Your objective: From the records below, return every line containing the word "Henry".

Listed records:
══════════
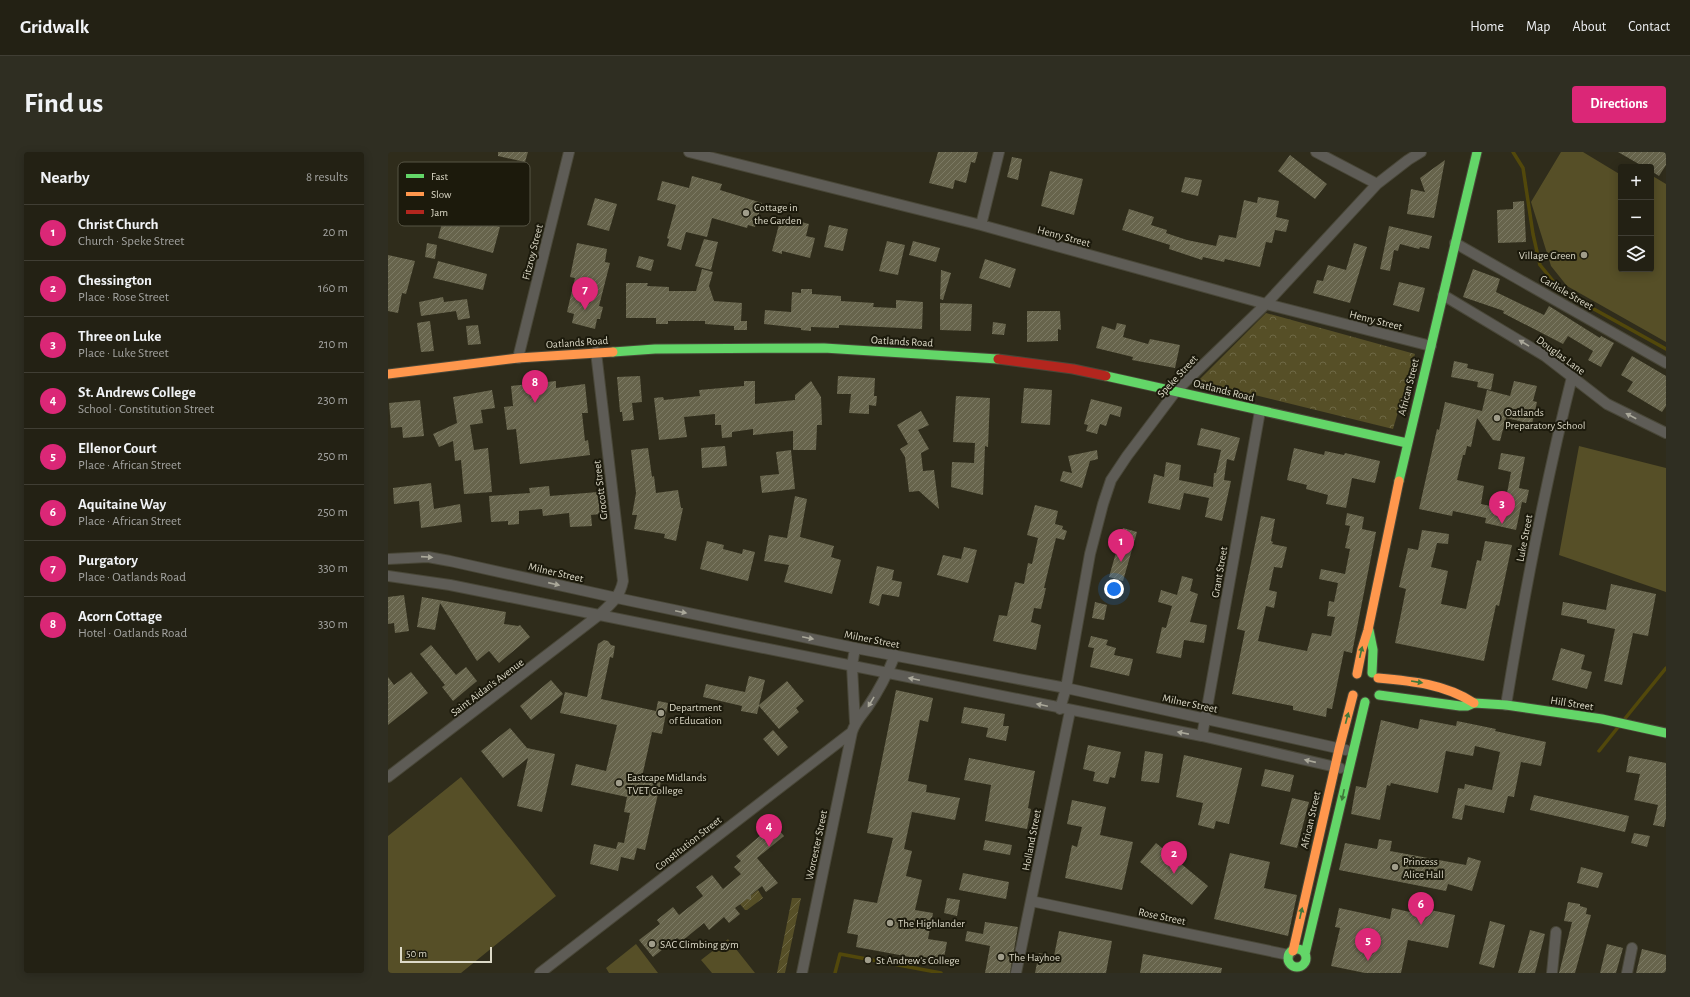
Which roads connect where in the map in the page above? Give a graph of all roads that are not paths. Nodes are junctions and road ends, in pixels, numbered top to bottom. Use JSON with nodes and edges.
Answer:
{"nodes":[{"id":1,"x":569,"y":152,"type":"edge"},
{"id":2,"x":689,"y":152,"type":"edge"},
{"id":3,"x":999,"y":152,"type":"edge"},
{"id":4,"x":1316,"y":152,"type":"edge"},
{"id":5,"x":1421,"y":152,"type":"edge"},
{"id":6,"x":1477,"y":152,"type":"edge"},
{"id":7,"x":1377,"y":184,"type":"junction"},
{"id":8,"x":981,"y":226,"type":"junction"},
{"id":9,"x":1455,"y":243,"type":"junction"},
{"id":10,"x":1443,"y":294,"type":"junction"},
{"id":11,"x":1266,"y":304,"type":"junction"},
{"id":12,"x":1431,"y":346,"type":"junction"},
{"id":13,"x":596,"y":352,"type":"junction"},
{"id":14,"x":518,"y":358,"type":"junction"},
{"id":15,"x":1666,"y":363,"type":"edge"},
{"id":16,"x":388,"y":374,"type":"edge"},
{"id":17,"x":1572,"y":377,"type":"junction"},
{"id":18,"x":1176,"y":391,"type":"junction"},
{"id":19,"x":1260,"y":411,"type":"junction"},
{"id":20,"x":1666,"y":433,"type":"edge"},
{"id":21,"x":1407,"y":443,"type":"junction"},
{"id":22,"x":388,"y":559,"type":"edge"},
{"id":23,"x":388,"y":576,"type":"edge"},
{"id":24,"x":617,"y":598,"type":"junction"},
{"id":25,"x":599,"y":615,"type":"junction"},
{"id":26,"x":1368,"y":630,"type":"junction"},
{"id":27,"x":855,"y":648,"type":"junction"},
{"id":28,"x":895,"y":655,"type":"junction"},
{"id":29,"x":852,"y":666,"type":"junction"},
{"id":30,"x":888,"y":673,"type":"junction"},
{"id":31,"x":1357,"y":674,"type":"junction"},
{"id":32,"x":1375,"y":675,"type":"junction"},
{"id":33,"x":1066,"y":688,"type":"junction"},
{"id":34,"x":1351,"y":689,"type":"junction"},
{"id":35,"x":1379,"y":696,"type":"junction"},
{"id":36,"x":1365,"y":702,"type":"junction"},
{"id":37,"x":1474,"y":703,"type":"junction"},
{"id":38,"x":1506,"y":705,"type":"junction"},
{"id":39,"x":1065,"y":710,"type":"junction"},
{"id":40,"x":1205,"y":719,"type":"junction"},
{"id":41,"x":853,"y":727,"type":"junction"},
{"id":42,"x":1666,"y":733,"type":"edge"},
{"id":43,"x":1202,"y":736,"type":"junction"},
{"id":44,"x":1338,"y":749,"type":"junction"},
{"id":45,"x":1352,"y":751,"type":"junction"},
{"id":46,"x":1335,"y":767,"type":"junction"},
{"id":47,"x":1348,"y":769,"type":"junction"},
{"id":48,"x":388,"y":777,"type":"edge"},
{"id":49,"x":1031,"y":901,"type":"junction"},
{"id":50,"x":1556,"y":932,"type":"dead end"},
{"id":51,"x":1632,"y":948,"type":"dead end"},
{"id":52,"x":1306,"y":954,"type":"junction"},
{"id":53,"x":1290,"y":956,"type":"junction"},
{"id":54,"x":1302,"y":969,"type":"edge"},
{"id":55,"x":540,"y":973,"type":"edge"},
{"id":56,"x":802,"y":973,"type":"edge"},
{"id":57,"x":1016,"y":973,"type":"edge"},
{"id":58,"x":1289,"y":973,"type":"edge"},
{"id":59,"x":1552,"y":973,"type":"edge"},
{"id":60,"x":1627,"y":973,"type":"edge"}],
"edges":[{"from":1,"to":14,"type":"street","name":"Fitzroy Street"},
{"from":2,"to":8,"type":"street","name":"Henry Street"},
{"from":3,"to":8,"type":"street"},
{"from":4,"to":7,"type":"street"},
{"from":5,"to":7,"type":"street","name":"Speke Street"},
{"from":6,"to":9,"type":"street","name":"African Street"},
{"from":7,"to":11,"type":"street","name":"Speke Street"},
{"from":8,"to":11,"type":"street","name":"Henry Street"},
{"from":9,"to":10,"type":"street","name":"African Street"},
{"from":9,"to":15,"type":"street","name":"Carlisle Street"},
{"from":10,"to":12,"type":"street","name":"African Street"},
{"from":17,"to":10,"type":"street","name":"Douglas Lane","one_way":true},
{"from":11,"to":12,"type":"street","name":"Henry Street"},
{"from":11,"to":18,"type":"street","name":"Speke Street"},
{"from":12,"to":21,"type":"street","name":"African Street"},
{"from":13,"to":14,"type":"street","name":"Oatlands Road"},
{"from":13,"to":18,"type":"street","name":"Oatlands Road"},
{"from":13,"to":24,"type":"street","name":"Grocott Street"},
{"from":14,"to":16,"type":"street","name":"Oatlands Road"},
{"from":20,"to":17,"type":"street","name":"Douglas Lane","one_way":true},
{"from":17,"to":38,"type":"street","name":"Luke Street"},
{"from":18,"to":19,"type":"street","name":"Oatlands Road"},
{"from":18,"to":33,"type":"street","name":"Speke Street"},
{"from":19,"to":21,"type":"street","name":"Oatlands Road"},
{"from":19,"to":40,"type":"street","name":"Grant Street"},
{"from":21,"to":26,"type":"street","name":"African Street"},
{"from":22,"to":24,"type":"street","name":"Milner Street","one_way":true},
{"from":23,"to":25,"type":"street"},
{"from":24,"to":25,"type":"street","name":"Grocott Street"},
{"from":24,"to":27,"type":"street","name":"Milner Street","one_way":true},
{"from":25,"to":29,"type":"street"},
{"from":25,"to":48,"type":"street","name":"Saint Aidan's Avenue"},
{"from":31,"to":26,"type":"street","name":"African Street","one_way":true},
{"from":26,"to":32,"type":"street","name":"African Street"},
{"from":27,"to":28,"type":"street","name":"Milner Street"},
{"from":27,"to":29,"type":"street","name":"Worcester Street"},
{"from":28,"to":30,"type":"street","name":"Worcester Street"},
{"from":28,"to":33,"type":"street","name":"Milner Street"},
{"from":29,"to":30,"type":"street"},
{"from":29,"to":41,"type":"street","name":"Worcester Street"},
{"from":39,"to":30,"type":"street","one_way":true},
{"from":30,"to":41,"type":"street","name":"Worcester Street","one_way":true},
{"from":31,"to":32,"type":"street"},
{"from":31,"to":34,"type":"street"},
{"from":32,"to":35,"type":"street"},
{"from":32,"to":37,"type":"street","name":"Hill Street","one_way":true},
{"from":33,"to":39,"type":"street","name":"Speke Street"},
{"from":33,"to":40,"type":"street","name":"Milner Street"},
{"from":34,"to":36,"type":"street"},
{"from":44,"to":34,"type":"street","name":"African Street","one_way":true},
{"from":35,"to":36,"type":"street"},
{"from":35,"to":37,"type":"street","name":"Hill Street"},
{"from":36,"to":45,"type":"street"},
{"from":37,"to":38,"type":"street","name":"Hill Street"},
{"from":38,"to":42,"type":"street","name":"Hill Street"},
{"from":43,"to":39,"type":"street","one_way":true},
{"from":39,"to":49,"type":"street","name":"Holland Street"},
{"from":40,"to":43,"type":"street","name":"Grant Street"},
{"from":40,"to":44,"type":"street","name":"Milner Street"},
{"from":41,"to":55,"type":"street","name":"Constitution Street"},
{"from":41,"to":56,"type":"street","name":"Worcester Street"},
{"from":46,"to":43,"type":"street","one_way":true},
{"from":44,"to":45,"type":"street","name":"Milner Street"},
{"from":44,"to":46,"type":"street","name":"African Street"},
{"from":45,"to":47,"type":"street"},
{"from":46,"to":47,"type":"street"},
{"from":53,"to":46,"type":"street","name":"African Street","one_way":true},
{"from":47,"to":52,"type":"street","one_way":true},
{"from":49,"to":53,"type":"street","name":"Rose Street"},
{"from":49,"to":57,"type":"street","name":"Holland Street"},
{"from":50,"to":59,"type":"street"},
{"from":51,"to":60,"type":"street"},
{"from":52,"to":53,"type":"street"},
{"from":52,"to":54,"type":"street"},
{"from":53,"to":54,"type":"street"},
{"from":53,"to":58,"type":"street","name":"African Street"}]}
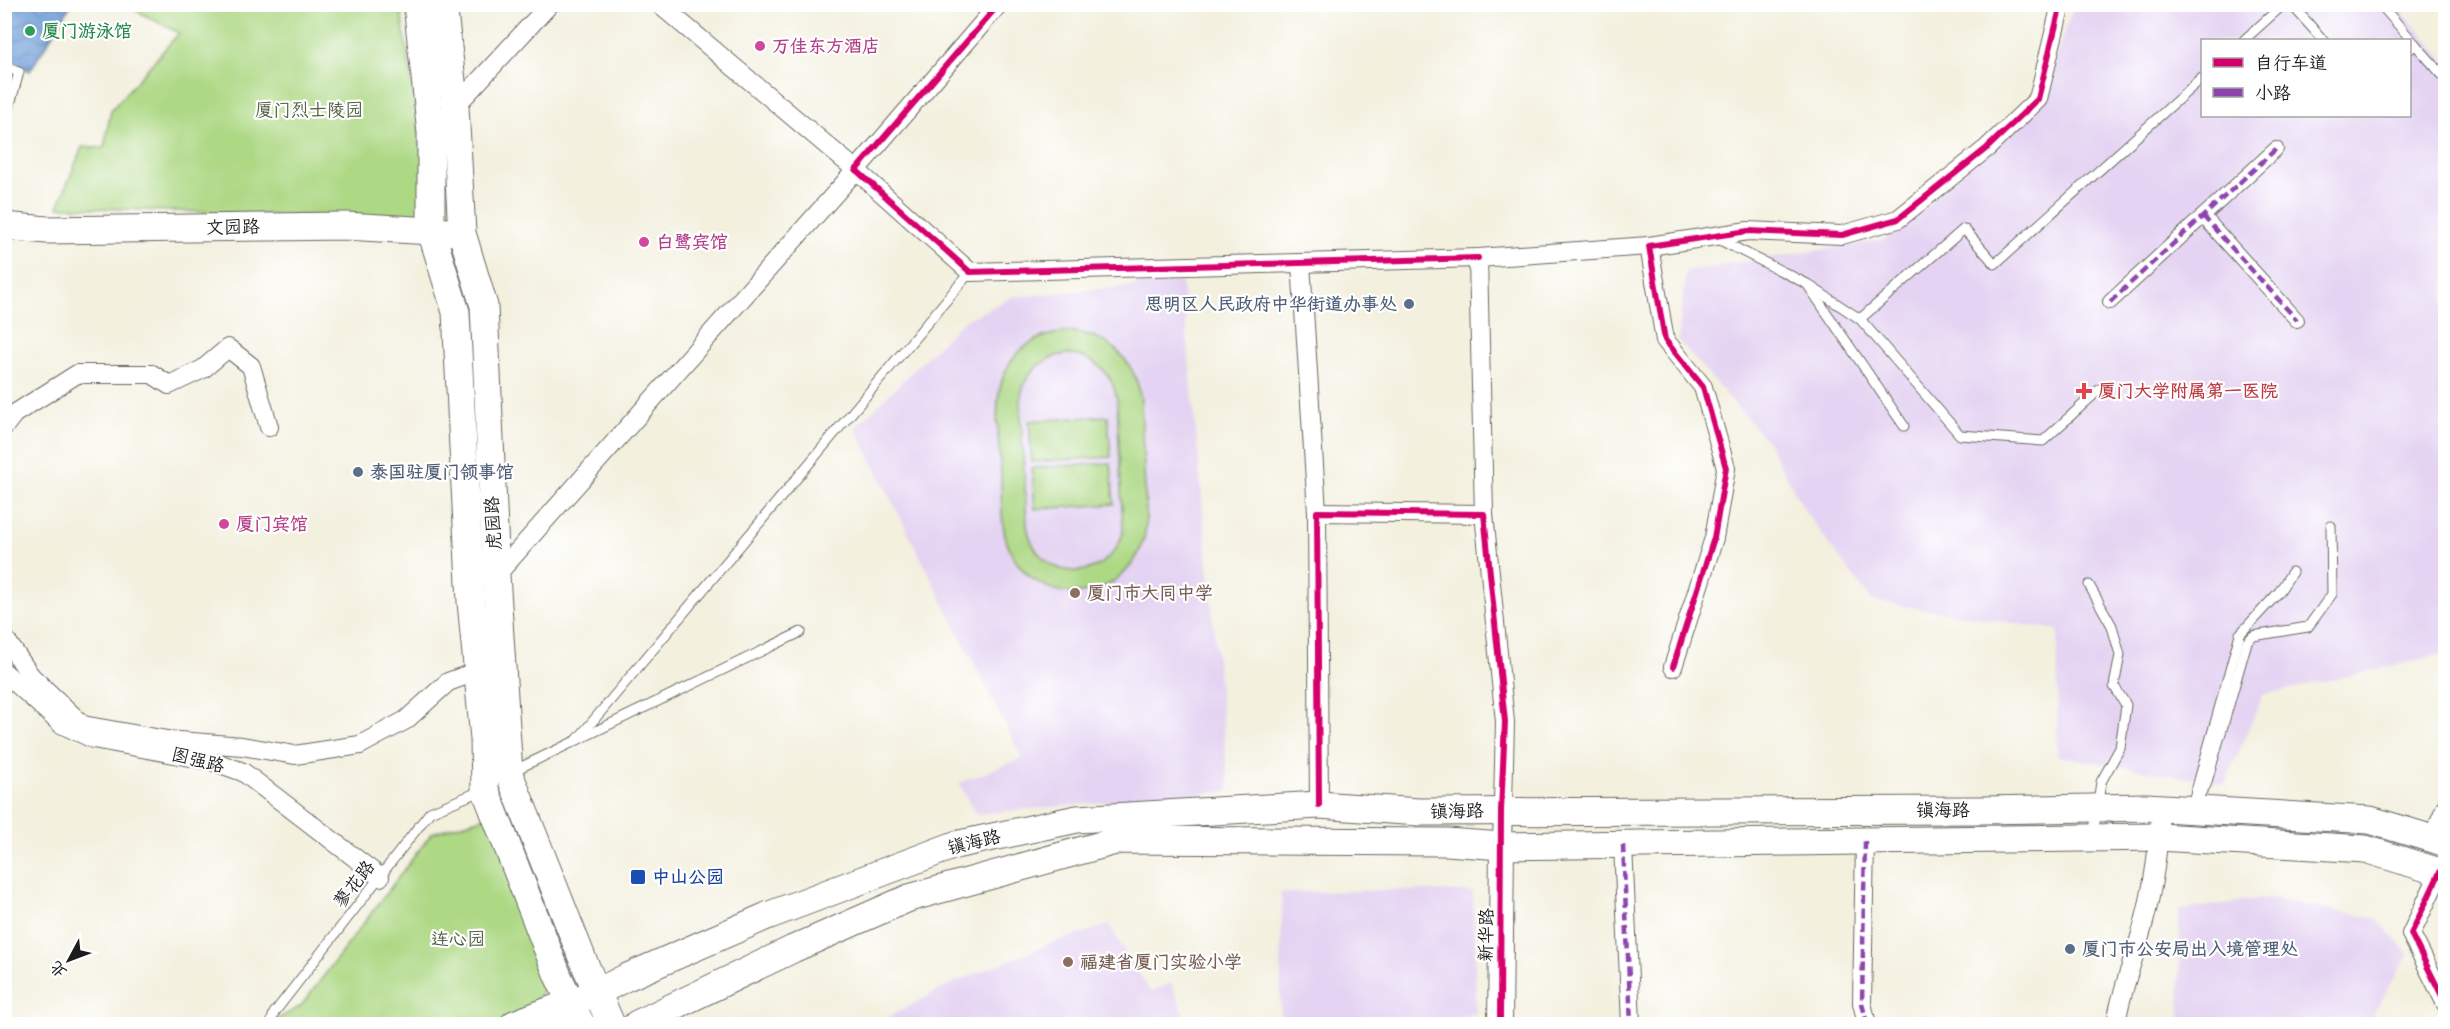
══════════
Exercise result:
{"from":2,"to":8,"type":"street","name":"Henry Street"},
{"from":8,"to":11,"type":"street","name":"Henry Street"},
{"from":11,"to":12,"type":"street","name":"Henry Street"},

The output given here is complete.